Rischiavamo di «finire come la Grecia », quando una lettera spiegò che dovevamo fare quello che «imponeva Bruxelles ». Il fatto accadde l’estate scorsa, proprio mentre erano in molti a chiedere di «fare come la Spagna», cioè le elezioni anticipate. Nel frattempo, è chiaro, la nostra giustizia nelle graduatorie internazionali restava dietro quella dell’Angola e del Gabon (modelli di riferimento dipietristi); l’indice di corruzione del Paese guardava a Namibia, Malaysia e Samoa come a un miraggio (noi 63.esimi, loro 56.esimi); il livello dell’informazione ben sotto quello del Benin. Ovvio che in una situazione del genere ci s’arrovellasse pure sulla legge elettorale: modello ungherese o australiano? Nell’incertezza,si preferì la grosse koalition alla tedesca e si tentò una riforma del lavoro danese. Qui il Pd si impuntò: perché non il modello tedesco? E il leader Bersani ( nella foto ) chiarì (ieri): «Neppure in Portogallo tolgono il reintegro».

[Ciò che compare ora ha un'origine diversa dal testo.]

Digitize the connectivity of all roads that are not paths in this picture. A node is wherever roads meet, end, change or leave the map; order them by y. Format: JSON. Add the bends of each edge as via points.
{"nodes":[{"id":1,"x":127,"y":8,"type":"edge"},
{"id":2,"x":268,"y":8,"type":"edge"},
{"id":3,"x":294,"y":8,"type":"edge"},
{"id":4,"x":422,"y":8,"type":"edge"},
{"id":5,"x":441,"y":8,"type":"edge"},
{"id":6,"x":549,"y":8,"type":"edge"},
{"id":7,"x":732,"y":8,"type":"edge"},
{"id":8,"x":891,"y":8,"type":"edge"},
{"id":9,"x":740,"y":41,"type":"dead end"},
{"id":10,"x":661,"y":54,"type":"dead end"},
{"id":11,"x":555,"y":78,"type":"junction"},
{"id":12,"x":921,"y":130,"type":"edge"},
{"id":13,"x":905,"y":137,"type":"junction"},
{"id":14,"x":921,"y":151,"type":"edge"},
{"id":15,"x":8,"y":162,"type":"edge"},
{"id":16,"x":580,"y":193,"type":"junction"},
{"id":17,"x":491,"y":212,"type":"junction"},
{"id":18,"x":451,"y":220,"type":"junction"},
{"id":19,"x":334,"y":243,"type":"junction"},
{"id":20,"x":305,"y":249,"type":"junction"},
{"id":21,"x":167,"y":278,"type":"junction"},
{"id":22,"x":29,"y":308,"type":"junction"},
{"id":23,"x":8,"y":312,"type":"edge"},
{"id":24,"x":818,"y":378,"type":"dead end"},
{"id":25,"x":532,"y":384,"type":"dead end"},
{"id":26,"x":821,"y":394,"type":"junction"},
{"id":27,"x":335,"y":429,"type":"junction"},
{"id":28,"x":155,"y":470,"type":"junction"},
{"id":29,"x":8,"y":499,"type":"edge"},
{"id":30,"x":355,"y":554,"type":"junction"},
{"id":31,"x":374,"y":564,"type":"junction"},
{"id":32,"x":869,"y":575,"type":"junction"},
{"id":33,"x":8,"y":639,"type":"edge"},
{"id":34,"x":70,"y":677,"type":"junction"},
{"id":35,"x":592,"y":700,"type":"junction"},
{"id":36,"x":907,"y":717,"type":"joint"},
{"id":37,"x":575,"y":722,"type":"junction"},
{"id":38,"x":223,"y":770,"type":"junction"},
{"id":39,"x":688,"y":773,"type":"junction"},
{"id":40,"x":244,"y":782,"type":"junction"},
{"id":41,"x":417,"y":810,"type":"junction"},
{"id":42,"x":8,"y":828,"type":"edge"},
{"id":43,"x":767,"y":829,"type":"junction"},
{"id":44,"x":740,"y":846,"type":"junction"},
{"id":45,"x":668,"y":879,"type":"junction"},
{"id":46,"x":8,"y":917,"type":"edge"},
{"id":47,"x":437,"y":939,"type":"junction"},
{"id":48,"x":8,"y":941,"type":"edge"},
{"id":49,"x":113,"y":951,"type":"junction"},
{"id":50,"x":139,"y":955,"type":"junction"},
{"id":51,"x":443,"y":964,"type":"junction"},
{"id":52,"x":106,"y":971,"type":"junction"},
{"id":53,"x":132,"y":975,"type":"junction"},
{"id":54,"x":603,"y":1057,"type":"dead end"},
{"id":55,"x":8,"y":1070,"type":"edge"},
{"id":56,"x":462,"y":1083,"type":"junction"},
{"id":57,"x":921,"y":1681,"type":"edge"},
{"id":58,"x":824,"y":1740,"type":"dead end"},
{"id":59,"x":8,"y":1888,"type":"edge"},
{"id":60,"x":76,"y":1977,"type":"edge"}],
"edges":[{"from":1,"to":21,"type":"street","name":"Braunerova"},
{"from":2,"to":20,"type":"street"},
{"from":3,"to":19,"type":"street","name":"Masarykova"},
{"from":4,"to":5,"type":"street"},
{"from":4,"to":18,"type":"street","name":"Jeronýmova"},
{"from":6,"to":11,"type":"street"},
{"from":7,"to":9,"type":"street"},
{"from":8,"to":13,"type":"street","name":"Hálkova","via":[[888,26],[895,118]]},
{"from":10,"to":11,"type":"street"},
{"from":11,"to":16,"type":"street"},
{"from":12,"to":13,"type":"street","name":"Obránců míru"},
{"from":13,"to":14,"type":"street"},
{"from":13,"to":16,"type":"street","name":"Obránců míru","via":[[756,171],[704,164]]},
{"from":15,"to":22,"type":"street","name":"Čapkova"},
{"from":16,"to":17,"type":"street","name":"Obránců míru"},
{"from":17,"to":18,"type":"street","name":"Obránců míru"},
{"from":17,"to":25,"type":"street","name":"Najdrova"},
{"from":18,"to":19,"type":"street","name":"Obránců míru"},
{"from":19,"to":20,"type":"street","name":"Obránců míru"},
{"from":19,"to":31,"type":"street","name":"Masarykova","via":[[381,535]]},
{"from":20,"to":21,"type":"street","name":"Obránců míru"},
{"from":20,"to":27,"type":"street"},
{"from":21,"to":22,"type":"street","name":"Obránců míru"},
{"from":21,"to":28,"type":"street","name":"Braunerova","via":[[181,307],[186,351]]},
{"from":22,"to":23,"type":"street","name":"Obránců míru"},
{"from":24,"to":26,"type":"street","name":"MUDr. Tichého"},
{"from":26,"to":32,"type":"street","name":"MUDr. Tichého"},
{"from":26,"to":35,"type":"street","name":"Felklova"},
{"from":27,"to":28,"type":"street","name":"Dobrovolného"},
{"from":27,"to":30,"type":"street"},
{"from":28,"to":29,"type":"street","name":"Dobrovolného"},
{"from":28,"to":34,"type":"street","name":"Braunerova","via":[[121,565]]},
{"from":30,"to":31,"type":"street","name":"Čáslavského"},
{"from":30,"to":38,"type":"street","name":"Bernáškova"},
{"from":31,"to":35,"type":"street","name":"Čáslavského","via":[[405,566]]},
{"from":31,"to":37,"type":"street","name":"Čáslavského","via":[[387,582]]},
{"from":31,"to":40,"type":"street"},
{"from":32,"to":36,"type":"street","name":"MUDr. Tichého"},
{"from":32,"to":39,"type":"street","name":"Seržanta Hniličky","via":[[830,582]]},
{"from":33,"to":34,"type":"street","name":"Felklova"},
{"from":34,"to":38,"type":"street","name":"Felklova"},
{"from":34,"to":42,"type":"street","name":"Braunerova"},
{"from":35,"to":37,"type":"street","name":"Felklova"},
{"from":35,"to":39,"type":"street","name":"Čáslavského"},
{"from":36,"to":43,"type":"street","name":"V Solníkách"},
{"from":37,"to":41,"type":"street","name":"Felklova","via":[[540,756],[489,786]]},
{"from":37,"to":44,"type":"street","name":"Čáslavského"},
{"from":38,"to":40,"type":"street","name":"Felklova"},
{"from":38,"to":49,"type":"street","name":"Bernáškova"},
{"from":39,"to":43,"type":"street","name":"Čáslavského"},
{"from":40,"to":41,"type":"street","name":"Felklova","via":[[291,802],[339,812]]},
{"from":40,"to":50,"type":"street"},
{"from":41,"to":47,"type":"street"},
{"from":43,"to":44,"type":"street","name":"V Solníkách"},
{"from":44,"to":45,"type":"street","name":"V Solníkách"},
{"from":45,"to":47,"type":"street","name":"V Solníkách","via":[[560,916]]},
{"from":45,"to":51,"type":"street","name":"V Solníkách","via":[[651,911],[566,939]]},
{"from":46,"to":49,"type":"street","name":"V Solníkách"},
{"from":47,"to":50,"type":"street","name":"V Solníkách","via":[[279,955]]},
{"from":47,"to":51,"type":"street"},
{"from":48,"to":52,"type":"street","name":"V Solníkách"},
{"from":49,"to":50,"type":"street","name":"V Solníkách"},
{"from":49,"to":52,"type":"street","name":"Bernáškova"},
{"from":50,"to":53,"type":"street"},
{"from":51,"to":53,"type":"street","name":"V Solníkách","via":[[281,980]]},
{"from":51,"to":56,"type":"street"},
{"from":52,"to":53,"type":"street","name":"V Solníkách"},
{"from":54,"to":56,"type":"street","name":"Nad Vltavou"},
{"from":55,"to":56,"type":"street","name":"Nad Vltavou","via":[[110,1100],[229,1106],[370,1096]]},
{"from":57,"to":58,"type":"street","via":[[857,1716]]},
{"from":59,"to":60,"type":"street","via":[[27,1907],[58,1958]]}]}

Come girare il mondo stando comodamente seduti a casa loro (il Parlamento). Per i nostri politici il raffronto con l’erba del vicino è l’indispensabile corollario alla logica del Nimby ( non nel mio cortile ), e si conclude invariabilmente con la constatazione che è sempre più verde. Verde o al verde? Anzitutto va precisato che ora è la Spagna a rischiare la fine della Grecia, mentre noi,piuttosto all’italiana,ci avvoltoliamo in chiacchiere da spread . Ma siccome il distacco dai bund tedeschi èe sarà incolmabile, tutti si esercitano a proporre esempi lontani e virtuosi. Sulla carta, perché poi tutti i modelli, non appena sbarcano a Marsala, prendono connotati niente affatto riconoscibili. Pensiamo al modello Westminster , l’uninominale all’inglese chiesto da Pannella quando indossava ancora i pantaloni corti ( alla zuava, tanto per cambiare) che nel ’93 partorì il Mattarellum , e d’inglese era rimasto soltanto il tweed degli abiti di Mattarella, appunto.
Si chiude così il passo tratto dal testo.